Alegando “falta de tempo”, o diretor geral do La Place e da Europalia em Liége, Serge Rangon, escreveu à organização do Europalia solicitando a anulação das Bacantes, depois de meses de intenso trabalho tanto para se ajustar o rito dionisíaco às condições oferecidas pelo La Place quanto para conseguir novos recursos que possibilitem ao Teatro Oficina realizar as Bacantes em toda a sua potência para o público belga.

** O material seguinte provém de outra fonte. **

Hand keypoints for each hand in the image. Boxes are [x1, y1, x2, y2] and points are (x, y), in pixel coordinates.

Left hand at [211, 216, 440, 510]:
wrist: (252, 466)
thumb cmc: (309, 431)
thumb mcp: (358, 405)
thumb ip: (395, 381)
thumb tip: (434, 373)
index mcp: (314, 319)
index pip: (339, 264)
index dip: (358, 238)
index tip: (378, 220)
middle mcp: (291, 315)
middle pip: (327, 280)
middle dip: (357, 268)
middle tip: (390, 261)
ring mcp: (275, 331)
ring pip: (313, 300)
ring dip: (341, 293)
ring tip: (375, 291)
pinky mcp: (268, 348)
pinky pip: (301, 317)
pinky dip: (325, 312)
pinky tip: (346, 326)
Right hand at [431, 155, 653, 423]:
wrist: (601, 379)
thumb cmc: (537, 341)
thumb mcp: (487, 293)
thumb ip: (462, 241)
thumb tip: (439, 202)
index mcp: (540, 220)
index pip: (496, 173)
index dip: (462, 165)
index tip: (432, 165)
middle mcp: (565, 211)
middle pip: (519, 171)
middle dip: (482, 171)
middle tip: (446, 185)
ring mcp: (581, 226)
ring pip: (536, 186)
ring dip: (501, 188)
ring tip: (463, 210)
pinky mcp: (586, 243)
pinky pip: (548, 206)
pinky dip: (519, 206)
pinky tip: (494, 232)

Neste ano Brasil na Bélgica, o La Place pode, com esse corte, fazer de seu país um anfitrião sem educação, praticando um ato de ignorância teatral ao impedir o Teatro Oficina, instituição teatral mais longeva do Brasil, de se apresentar para o público que já comprou os ingressos.

Seria também um ato de desprezo pela atitude grandiosa da FUNARTE e do MINISTÉRIO DA CULTURA, que se comprometeram em cobrir os gastos com as quais o festival não pode arcar e também demonstraria falta de confiança no povo que vive na Bélgica, nos trabalhadores de teatro que nesta crise de desemprego, com o maior prazer, trabalhariam nos dias que não são feriados, entre Natal e Ano Novo, para erguer arquibancadas, colocar refletores, instalar caixas de som, e enfim criar um Teatro que abre este ano de 2012.

O Rito da Origem do Teatro em BACANTES, vem exatamente neste equinócio trazer a renovação Natalina: Jesus, sublimação de Dionisios, que nasceu exatamente nesta época no monte Parnaso onde as Mênades íam acordar “il bambino”.

Entenda o caso:

Desde a confirmação da presença do Teatro Oficina com as Bacantes no Europalia, em julho deste ano, a Cia. vem trocando informações diariamente a fim de estabelecer as condições necessárias à realização do rito: Riders técnicos foram enviados, especificando a quantidade de material necessário, em todas as áreas, e todos foram, com o tempo, cortados, de acordo com pedidos do Teatro de La Place. As solicitações da equipe de arquitetura cênica do Oficina, há muito enviadas à Liége, ficaram todo o tempo sem resposta, apesar do esforço em obter qualquer informação a respeito com o pessoal do La Place.

Mais recentemente, no dia 5 de dezembro, o curador brasileiro que faz a intermediação com o Oficina, em reunião realizada no teatro, informou à nossa produção que Liége pedia o acréscimo de 35 mil euros para que se pudessem realizar as Bacantes. Embora tenha sido pega de surpresa, a produção do Oficina e o curador deram início ao esforço de conseguir esse adicional, e em 5 dias apenas, tiveram a resposta positiva da FUNARTE e do MINC de que haveria essa verba para disponibilizar às Bacantes.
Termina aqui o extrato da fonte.